DİN SOSYOLOJİSİNİN KISA TARİHİ
Luckmann “Görünmeyen Din” adlı eserinde, din sosyolojisinin, modern
toplumda dinin değişen yapısını tahlil etme konusunda sorunlar yaşadığını
belirtmekte ve modern toplumda geleneksel kilise dininin yerini alan her
hangi bir şeyin de ‘din’ olarak adlandırılıp adlandırılamayacağını tartışmaya
açmaktadır.
‘Din’in tarihsel olarak kurumsallaşmış geleneksel kilise ile özdeşleştirildiğini
ve böylece ‘işlevsel’ olmaktan çok ‘özsel’ ve aldatıcı bir din
tanımının ortaya çıktığını ifade eden Luckmann, bu ‘yargılayıcı’ ve ‘etnosentrik’
(benmerkezci) tanımın teolojik ve felsefi meziyetleri ne olursa olsun,
sosyolojik olarak her hangi bir değerinin bulunmadığını söylemektedir. Luckmann,
aşkın bir nitelik taşısın ya da taşımasın toplumsal/insani süreçlerin bir
ürünü olan tüm ‘anlam sistemlerinin’ ‘dini’ olarak nitelendirilebileceğini ifade
etmekte ve böylece dinin evrensel ve antropolojik bir yorumuna ulaşmaktadır.

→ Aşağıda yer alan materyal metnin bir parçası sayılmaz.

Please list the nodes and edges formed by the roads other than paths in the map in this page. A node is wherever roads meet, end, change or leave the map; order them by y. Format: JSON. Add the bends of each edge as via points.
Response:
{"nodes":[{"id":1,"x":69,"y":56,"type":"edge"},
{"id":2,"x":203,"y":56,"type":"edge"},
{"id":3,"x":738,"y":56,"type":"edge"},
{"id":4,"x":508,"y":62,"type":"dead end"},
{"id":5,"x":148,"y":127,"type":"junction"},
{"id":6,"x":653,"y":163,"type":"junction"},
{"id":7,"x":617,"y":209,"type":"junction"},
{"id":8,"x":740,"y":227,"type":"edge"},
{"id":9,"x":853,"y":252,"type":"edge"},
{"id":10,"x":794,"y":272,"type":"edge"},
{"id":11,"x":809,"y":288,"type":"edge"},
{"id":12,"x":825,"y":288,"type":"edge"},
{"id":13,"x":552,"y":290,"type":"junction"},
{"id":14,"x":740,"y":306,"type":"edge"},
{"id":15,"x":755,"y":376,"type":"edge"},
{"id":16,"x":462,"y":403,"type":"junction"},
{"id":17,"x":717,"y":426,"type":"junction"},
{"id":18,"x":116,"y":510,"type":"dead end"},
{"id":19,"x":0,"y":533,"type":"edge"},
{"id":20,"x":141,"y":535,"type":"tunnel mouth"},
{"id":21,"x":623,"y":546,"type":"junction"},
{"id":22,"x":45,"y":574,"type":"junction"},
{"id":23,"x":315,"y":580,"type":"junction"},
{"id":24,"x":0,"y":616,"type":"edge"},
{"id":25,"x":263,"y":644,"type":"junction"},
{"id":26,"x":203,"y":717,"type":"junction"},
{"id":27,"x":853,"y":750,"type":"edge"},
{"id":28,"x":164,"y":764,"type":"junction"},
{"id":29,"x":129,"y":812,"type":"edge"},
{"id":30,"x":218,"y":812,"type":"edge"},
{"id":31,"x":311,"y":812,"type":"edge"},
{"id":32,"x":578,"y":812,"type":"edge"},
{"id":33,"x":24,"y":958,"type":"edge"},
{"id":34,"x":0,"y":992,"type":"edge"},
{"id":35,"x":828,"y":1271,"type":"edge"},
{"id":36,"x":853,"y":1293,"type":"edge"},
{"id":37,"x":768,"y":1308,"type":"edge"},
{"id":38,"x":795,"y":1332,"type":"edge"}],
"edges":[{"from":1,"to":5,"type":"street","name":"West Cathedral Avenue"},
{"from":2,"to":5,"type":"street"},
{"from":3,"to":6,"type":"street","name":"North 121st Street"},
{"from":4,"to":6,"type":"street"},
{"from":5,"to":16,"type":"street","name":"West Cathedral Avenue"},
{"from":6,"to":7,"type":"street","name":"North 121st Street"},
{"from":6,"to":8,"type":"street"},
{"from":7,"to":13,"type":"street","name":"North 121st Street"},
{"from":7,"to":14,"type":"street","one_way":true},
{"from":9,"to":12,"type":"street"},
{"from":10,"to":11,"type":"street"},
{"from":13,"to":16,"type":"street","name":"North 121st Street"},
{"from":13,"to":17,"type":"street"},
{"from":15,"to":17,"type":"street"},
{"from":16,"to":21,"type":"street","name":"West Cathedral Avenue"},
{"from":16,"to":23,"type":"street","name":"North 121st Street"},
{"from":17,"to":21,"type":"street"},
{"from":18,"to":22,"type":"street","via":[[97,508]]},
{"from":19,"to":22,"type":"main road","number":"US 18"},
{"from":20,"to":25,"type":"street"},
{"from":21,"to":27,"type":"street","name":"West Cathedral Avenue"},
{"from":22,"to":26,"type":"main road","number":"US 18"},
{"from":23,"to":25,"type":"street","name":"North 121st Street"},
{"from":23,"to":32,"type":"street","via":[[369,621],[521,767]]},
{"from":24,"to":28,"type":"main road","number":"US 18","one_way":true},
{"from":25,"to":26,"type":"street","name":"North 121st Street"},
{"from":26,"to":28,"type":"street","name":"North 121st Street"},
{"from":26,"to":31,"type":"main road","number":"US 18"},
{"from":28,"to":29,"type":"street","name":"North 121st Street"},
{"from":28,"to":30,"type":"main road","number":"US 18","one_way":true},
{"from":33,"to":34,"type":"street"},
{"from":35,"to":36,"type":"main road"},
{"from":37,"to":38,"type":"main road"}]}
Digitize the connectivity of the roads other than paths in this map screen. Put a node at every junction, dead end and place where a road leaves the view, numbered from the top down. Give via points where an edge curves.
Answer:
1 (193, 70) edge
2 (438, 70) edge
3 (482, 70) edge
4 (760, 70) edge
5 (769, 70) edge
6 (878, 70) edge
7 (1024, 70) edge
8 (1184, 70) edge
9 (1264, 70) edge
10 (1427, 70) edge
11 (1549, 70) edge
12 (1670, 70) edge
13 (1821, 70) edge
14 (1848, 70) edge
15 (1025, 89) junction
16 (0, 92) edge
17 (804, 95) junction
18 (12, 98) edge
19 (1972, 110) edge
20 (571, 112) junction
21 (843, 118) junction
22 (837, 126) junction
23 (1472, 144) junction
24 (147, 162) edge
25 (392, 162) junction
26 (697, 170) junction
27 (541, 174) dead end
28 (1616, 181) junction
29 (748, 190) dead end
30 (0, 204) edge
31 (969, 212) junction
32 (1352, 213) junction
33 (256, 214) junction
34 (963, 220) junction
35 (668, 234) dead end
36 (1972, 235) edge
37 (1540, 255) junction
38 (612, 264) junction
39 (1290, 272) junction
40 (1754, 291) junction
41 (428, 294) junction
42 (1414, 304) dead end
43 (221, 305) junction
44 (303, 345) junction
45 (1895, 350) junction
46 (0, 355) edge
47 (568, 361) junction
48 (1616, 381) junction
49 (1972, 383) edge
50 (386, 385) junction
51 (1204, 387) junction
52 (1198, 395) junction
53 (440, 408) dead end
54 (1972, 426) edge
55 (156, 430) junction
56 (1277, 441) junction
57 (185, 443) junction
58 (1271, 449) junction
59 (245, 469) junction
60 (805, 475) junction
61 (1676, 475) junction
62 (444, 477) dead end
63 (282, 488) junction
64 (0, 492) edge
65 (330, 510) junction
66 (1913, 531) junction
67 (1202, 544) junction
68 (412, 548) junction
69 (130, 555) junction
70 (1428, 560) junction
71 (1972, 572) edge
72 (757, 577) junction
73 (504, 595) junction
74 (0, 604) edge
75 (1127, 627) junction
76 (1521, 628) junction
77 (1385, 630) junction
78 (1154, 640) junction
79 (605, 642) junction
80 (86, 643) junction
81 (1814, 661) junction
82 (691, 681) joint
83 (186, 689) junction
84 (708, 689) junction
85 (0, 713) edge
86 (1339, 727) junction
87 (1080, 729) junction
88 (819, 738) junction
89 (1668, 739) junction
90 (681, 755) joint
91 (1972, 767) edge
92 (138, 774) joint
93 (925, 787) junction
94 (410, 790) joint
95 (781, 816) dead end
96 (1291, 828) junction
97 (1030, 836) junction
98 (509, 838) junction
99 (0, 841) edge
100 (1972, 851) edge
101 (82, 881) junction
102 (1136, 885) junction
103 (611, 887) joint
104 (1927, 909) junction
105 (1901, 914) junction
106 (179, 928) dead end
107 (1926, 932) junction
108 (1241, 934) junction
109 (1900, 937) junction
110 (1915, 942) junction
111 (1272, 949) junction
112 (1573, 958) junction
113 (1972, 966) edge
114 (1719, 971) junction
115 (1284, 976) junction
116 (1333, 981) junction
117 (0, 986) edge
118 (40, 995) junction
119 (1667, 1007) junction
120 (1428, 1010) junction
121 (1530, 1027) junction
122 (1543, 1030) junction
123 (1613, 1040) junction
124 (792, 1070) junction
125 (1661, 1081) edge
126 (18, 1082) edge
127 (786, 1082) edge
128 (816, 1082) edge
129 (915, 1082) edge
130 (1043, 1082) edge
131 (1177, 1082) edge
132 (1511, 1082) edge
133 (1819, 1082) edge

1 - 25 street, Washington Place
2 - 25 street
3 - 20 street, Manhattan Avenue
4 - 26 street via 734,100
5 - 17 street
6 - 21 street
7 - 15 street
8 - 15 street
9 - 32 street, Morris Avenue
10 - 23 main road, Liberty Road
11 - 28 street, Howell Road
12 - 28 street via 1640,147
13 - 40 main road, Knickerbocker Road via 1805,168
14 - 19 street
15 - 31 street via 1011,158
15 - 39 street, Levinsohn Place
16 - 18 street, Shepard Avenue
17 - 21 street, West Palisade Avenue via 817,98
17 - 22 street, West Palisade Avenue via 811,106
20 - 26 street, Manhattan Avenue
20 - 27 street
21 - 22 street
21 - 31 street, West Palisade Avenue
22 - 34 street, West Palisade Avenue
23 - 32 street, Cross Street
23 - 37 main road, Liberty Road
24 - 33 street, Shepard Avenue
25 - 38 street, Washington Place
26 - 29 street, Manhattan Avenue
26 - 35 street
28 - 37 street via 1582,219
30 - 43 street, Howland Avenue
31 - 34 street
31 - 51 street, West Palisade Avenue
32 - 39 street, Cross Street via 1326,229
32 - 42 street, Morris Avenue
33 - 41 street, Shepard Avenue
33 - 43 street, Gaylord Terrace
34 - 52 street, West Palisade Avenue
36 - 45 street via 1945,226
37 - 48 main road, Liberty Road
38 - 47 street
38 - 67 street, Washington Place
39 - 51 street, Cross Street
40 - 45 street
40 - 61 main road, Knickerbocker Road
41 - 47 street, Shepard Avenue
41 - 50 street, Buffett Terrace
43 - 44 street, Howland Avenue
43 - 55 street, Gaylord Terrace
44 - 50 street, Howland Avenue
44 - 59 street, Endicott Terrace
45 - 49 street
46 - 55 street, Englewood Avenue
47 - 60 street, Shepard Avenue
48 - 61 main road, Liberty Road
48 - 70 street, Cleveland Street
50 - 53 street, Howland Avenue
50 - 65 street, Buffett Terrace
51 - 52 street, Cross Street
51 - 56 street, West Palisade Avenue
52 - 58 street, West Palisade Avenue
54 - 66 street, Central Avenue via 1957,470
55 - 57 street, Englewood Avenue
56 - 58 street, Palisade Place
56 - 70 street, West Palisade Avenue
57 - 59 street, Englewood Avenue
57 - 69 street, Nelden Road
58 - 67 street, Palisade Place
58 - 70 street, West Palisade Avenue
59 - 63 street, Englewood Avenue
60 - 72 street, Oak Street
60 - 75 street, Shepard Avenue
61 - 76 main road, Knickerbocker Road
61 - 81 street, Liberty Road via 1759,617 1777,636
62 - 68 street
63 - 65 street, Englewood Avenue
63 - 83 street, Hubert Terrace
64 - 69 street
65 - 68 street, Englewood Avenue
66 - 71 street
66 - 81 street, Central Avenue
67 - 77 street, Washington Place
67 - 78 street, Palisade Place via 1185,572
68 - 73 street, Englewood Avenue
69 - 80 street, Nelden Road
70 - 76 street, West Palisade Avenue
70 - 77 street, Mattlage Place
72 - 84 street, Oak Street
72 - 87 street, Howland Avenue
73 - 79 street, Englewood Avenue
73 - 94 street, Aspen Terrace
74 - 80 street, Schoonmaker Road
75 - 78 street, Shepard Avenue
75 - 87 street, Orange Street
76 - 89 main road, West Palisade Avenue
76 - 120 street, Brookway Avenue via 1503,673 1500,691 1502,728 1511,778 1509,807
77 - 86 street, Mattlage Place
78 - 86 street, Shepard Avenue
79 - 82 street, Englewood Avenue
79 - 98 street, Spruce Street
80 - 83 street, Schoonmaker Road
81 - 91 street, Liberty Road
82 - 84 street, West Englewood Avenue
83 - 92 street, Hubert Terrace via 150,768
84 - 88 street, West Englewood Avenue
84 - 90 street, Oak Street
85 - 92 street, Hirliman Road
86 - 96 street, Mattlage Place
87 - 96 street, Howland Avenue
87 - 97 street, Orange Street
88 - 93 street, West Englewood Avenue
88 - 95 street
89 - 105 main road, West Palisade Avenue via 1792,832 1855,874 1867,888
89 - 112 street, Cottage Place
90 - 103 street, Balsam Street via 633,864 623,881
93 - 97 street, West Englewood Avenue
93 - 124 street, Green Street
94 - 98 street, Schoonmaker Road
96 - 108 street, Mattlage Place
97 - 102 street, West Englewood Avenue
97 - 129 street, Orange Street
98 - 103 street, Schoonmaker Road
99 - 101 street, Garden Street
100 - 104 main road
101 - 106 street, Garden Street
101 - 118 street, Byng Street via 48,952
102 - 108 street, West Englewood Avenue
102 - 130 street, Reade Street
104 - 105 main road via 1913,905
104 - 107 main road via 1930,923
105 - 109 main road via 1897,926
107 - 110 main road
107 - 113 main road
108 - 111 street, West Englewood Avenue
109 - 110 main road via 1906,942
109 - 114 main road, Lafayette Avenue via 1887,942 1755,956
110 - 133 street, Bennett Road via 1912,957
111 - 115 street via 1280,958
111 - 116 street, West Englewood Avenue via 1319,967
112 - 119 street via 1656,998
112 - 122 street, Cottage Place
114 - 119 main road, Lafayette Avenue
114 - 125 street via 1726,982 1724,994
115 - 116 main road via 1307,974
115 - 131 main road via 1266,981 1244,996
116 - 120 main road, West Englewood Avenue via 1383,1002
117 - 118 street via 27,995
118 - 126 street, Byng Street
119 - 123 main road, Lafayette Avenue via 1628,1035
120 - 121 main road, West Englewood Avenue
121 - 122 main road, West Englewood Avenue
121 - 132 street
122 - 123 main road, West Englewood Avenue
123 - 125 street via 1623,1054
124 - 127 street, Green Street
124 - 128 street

Bu çerçevede, bir anlam sistemi oluşturan ve dini bir işlev gören herhangi
bir ‘dünya görüşünün’ de, dinin toplumsal bir formu olarak tanımlanabi24
leceğini öne süren Luckmann’a göre, ‘kilise ve dinin özdeşleşmesi’,
sekülerleşmenin yanlış anlaşılmasına neden olmaktadır. Şöyle ki, iyi
temellendirilmemiş bir teorinin yokluğunda, sekülerleşme tipik bir şekilde,
kiliselere devamın azalmasıyla ölçülen patolojik bir süreç olarak görülmüş ve
kurumsal boşluk, Comte tarafından öngörülen bir karşı kilise tarafından
doldurulmadığından, modern toplumun dindar olmadığı sonucuna varılmıştır.

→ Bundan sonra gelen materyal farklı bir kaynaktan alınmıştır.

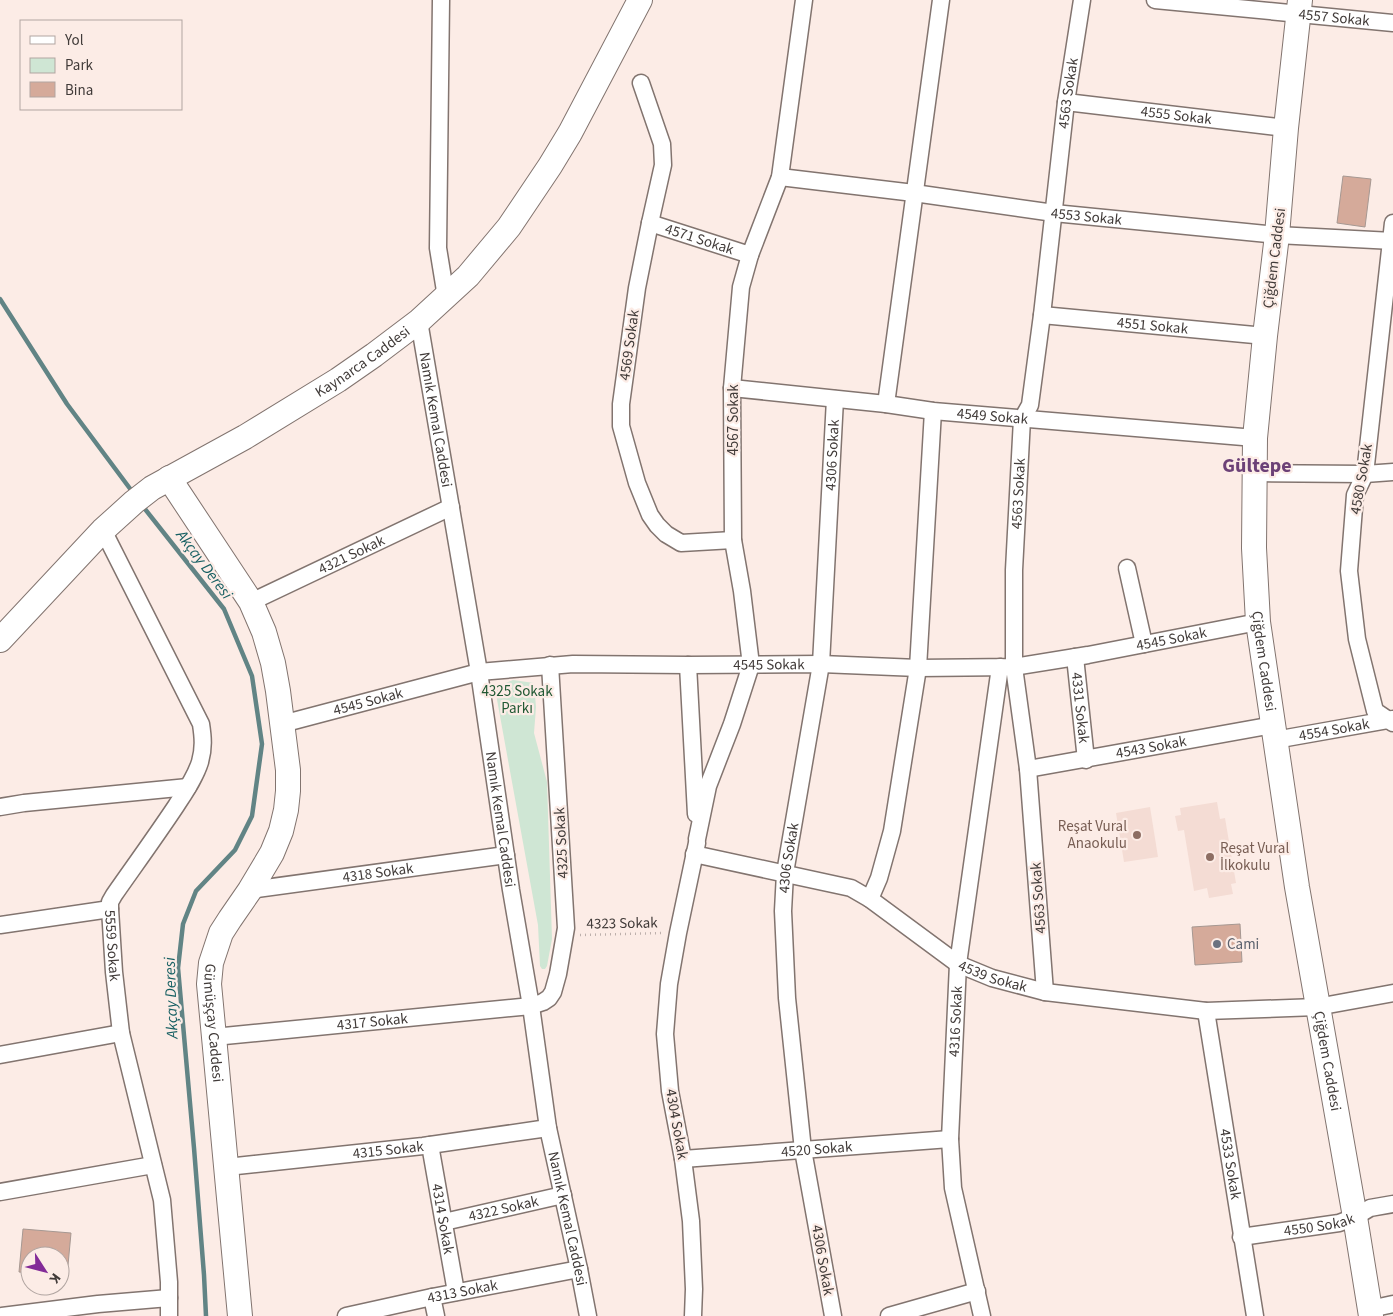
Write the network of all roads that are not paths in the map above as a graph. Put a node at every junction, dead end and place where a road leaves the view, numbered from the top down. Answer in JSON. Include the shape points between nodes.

Luckmann, dinin, giderek daha öznel ve özel bir konu haline gelmeye
başladığını, yani kiliseden koparak bireyselleştiğini ifade etmektedir. Bu
şekilde dinin ‘resmi model’i ile ‘bireysel dindarlık’ arasında bir ayrım yapan
Luckmann, resmi modelin yerini, modern zamanlarda bir başkasının
doldurabileceği ihtimalinin göz ardı edilmemesi gerektiğini vurgulamaktadır.
Bu yeni süreçte din, bireyin kendisini içinde bulduğu verili ve nihai bir kutsal
kozmos olmaktan çıkmış ve bireysel bir tercih meselesi haline gelmiştir.
Dinin geleneksel tarzlarıyla karşılaştırıldığında dinin bu yeni toplumsal
formu, dindarlığın köklü bir şekilde öznel/bireysel bir biçimidir.